The Arabist

The Arabist

By Issandr El Amrani and friends.

Posts tagged dubai
Dubai has glitz but no real sewage system

Dubai

Quite astonished by this:

The Burj Khalifa is the tallest building in the world. It's located in Dubai, a city with a lot of other skyscrapers. What Dubai doesn't have: A central sewage infrastructure that can accommodate the needs of a bunch of skyscrapers.
You see the problem.

To solve the issue trucks come and collect wastewater from separate buildings, and then can queue for up to 24 hours to deliver it to treatment plants. Perhaps before building the next mega-mall, Dubai might invest in the unglamorous basics.

UAE Activists on trial

The piece below has been contributed by Jenifer Fenton, a freelance journalist based in the UAE, formerly with CNN.

Five activists charged with opposing the government and insulting the country’s leadership returned to court on Monday in the United Arab Emirates. Ahmed Mansoor, a prominent Emirati human rights activist and blogger, and four others - who face up to five years in prison if convicted - have pleaded not guilty.

Behind closed doors in Abu Dhabi’s Federal Supreme Court the prosecution called two more witnesses who testified about the activists’ internet articles and blogs. There was a gathering of about 50 pro-government demonstrators outside the courthouse who protesting against the five: Emiratis Mansoor, Nasser bin Ghaith, Fahad Salim Dalk and Hassan Ali Al Khamis; and Ahmed Abdul Khaleq, who does not carry identification papers.

Earlier this year, Mansoor was among 133 Emiratis who signed a petition to President Sheikh Khalifa bin Zayed Al Nahyan and the Supreme Council of the seven Emirates asking for the country to have direct elections.  The group also asked that the Federal National Council (FNC) be granted legislative powers; the body is only an advisory one.

Abdul Khaleq Abdullah, a professor of political science at UAE University who knows the five activists said he does not think calling for reforms is a crime but that the case should be left with with the judicial system. Hopefully, the fairness of the trial is guaranteed and the men will be thought of innocent until proven guilty, he said.

The activists’ trial comes as the UAE is preparing for its second FNC elections on September 24, in which almost 130,000 Emiratis will be eligible to vote. Previous elections were held in 2006, when just more than 6,500 Emiratis were allowed to take part. There are 40 members of the FNC. Half of its members are elected by the electoral college and the other half are nominated by the rulers of their Emirate. 

The FNC’s second elections are an improvement on 2006, however they fall short of universal suffrage, said Abdullah, who is not eligible to vote in September. “I don’t see any reason for delaying universal suffrage in the UAE and granting the FNC full legislative power.”

The UAE has not experienced the unrest that is sweeping the region, but it appears to be feeling the pressure to reform.

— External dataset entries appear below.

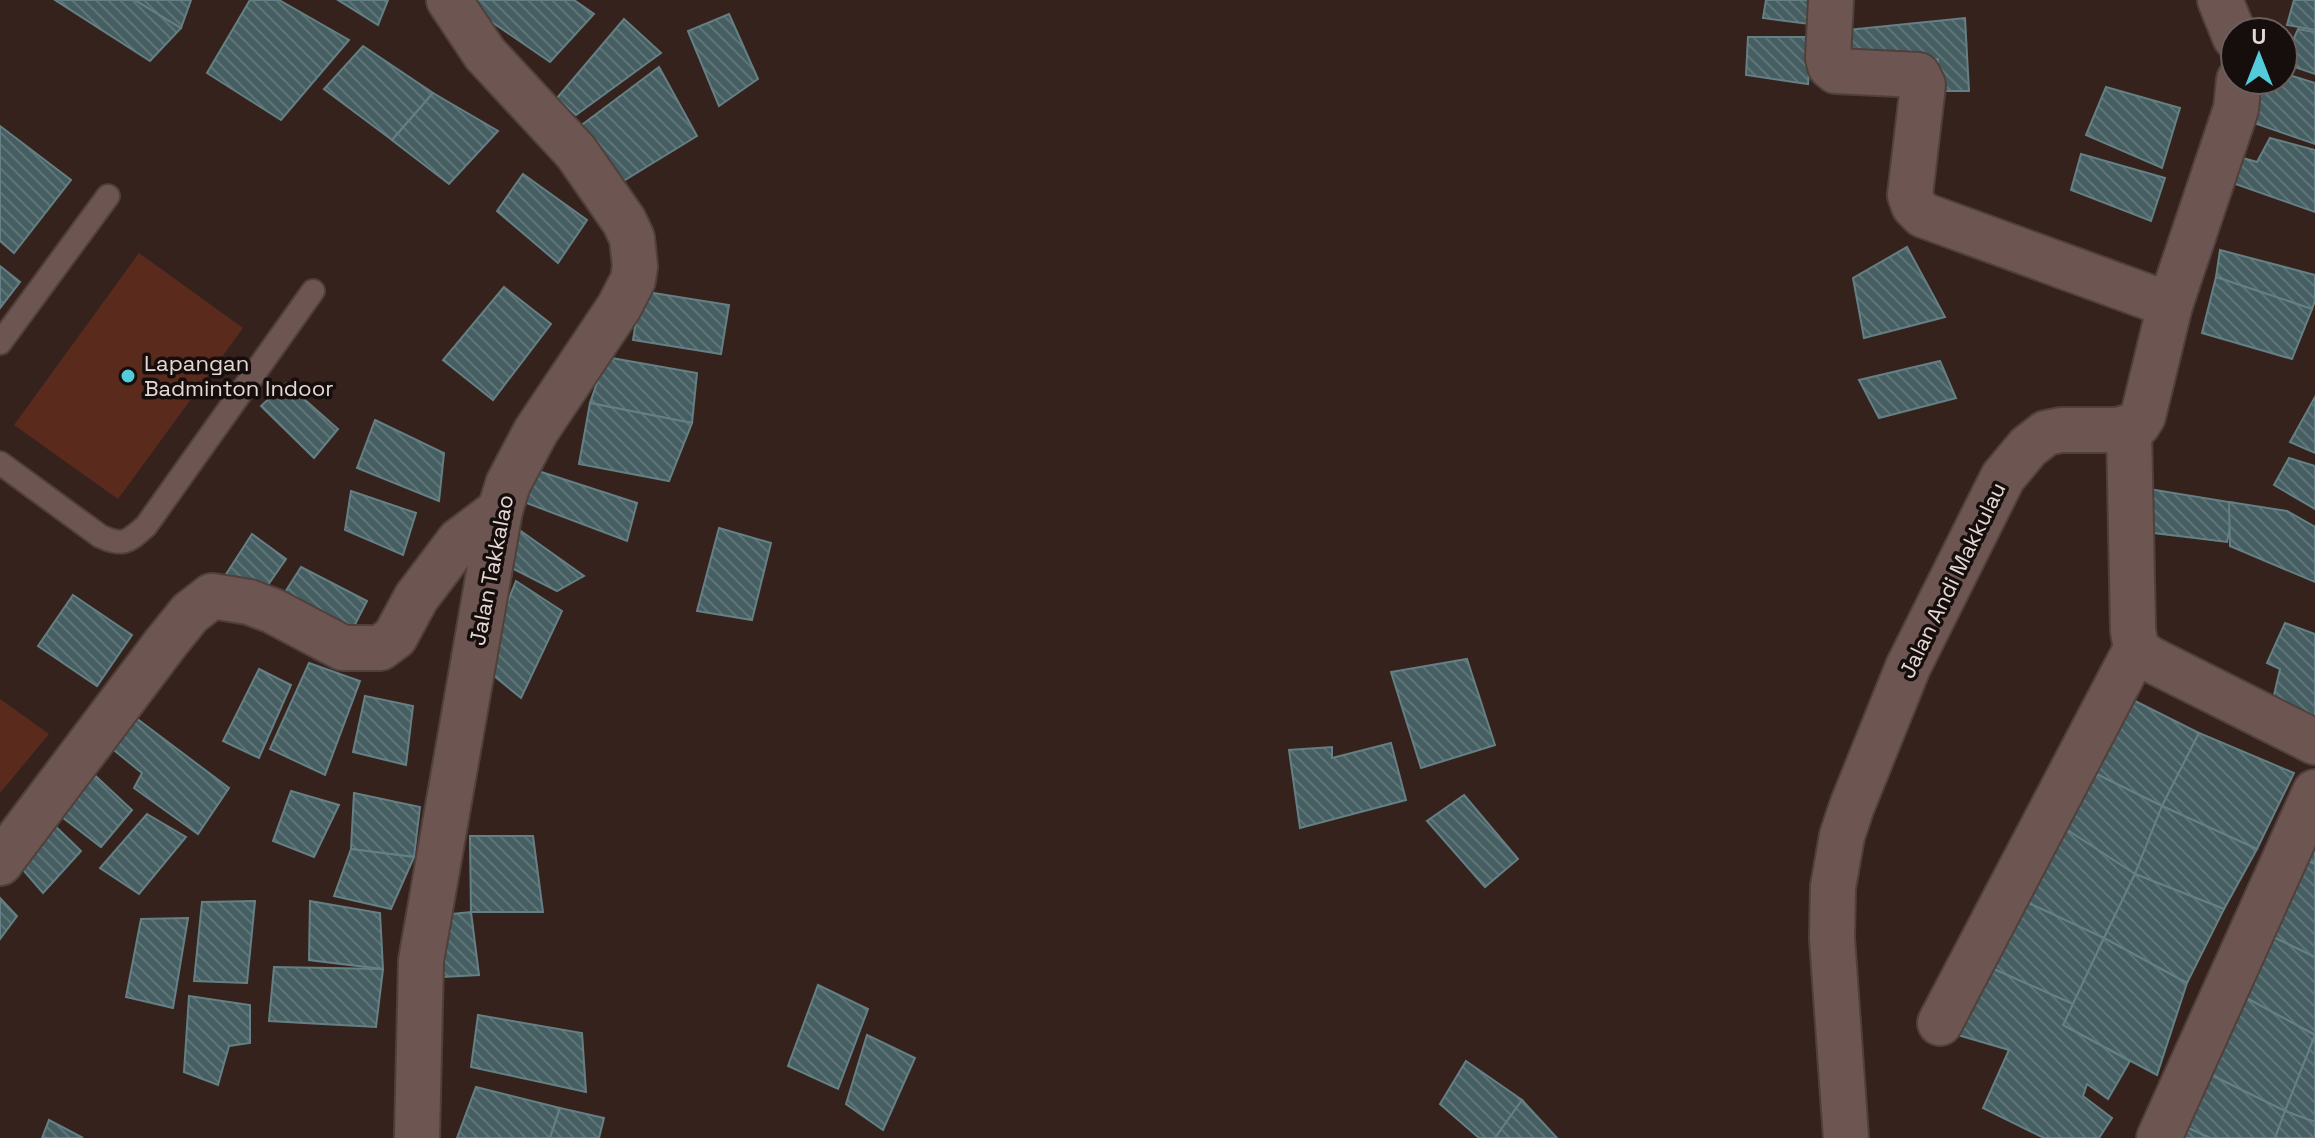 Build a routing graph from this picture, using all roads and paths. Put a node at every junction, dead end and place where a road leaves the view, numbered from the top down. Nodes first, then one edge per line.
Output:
1 (449, 0) edge
2 (1831, 0) edge
3 (2237, 96) edge
4 (108, 196) dead end
5 (313, 291) dead end
6 (2170, 305) junction
7 (0, 343) edge
8 (2129, 428) junction
9 (0, 463) edge
10 (500, 510) junction
11 (2136, 649) junction
12 (2315, 742) edge
13 (2315, 792) edge
14 (0, 863) edge
15 (1940, 1023) dead end
16 (417, 1138) edge
17 (1846, 1138) edge
18 (2159, 1138) edge

1 - 10 street, Jalan Takkalao
2 - 6 street
3 - 6 street
4 - 7 lane
5 - 9 lane
6 - 8 street
8 - 11 street
8 - 17 street, Jalan Andi Makkulau
10 - 14 street
10 - 16 street, Jalan Takkalao
11 - 12 street
11 - 15 street
13 - 18 street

The country is investing in water and electricity supplies in the northern Emirates, building thousands of homes to distribute to Emiratis and creating jobs for its citizens.

The UAE leadership is sensitive on a couple of levels, said Christoper Davidson, a Middle East expert at Durham University. Domestically, the wealth gap between the poorer and wealthier emirates is growing and there is resentment building in the northern emirates, he said. And the illusion of stability for the Gulf monarchies, with the events in Bahrain and Oman, is gone, Davidson said. The UAE has shown they are aware of problems in the Emirates, however given the arrest of the activists and clamp down on other institutions, the UAE is saying to its citizens “that we are not willing to talk to you while we are fixing them.”

The five activists have been detained and held in preventative custody since April. On the heels of their arrests, the UAE also dissolved the elected board of the Jurists Association and the Teachers’ Association replacing both boards with state appointees.

The Jurist Association was said to have violated the UAE’s Law on Associations, which bans NGOs from interfering “in politics or in matters that impair State security and its ruling regime,” according to Human Rights Watch. Sunday, dozens of Arab intellectuals, academics and human rights activists, among others, released a statement of solidarity with the five men in detention and have called on international organizations to “work on releasing prisoners of conscience and opinion.”

The petitioners mirrored an earlier call by four rights groups, including Amnesty International and HRW, to end the trial. “The UAE government is using defamation as a pretext to prosecute activists for peacefully expressing their beliefs about the way their country should be run,” Philip Luther, Middle East and North Africa deputy director at Amnesty International, said in a press release. The UAE has ratified Article 32 of the Arab Charter on Human Rights, which guarantees the right to freedom of opinion and expression, according to HRW.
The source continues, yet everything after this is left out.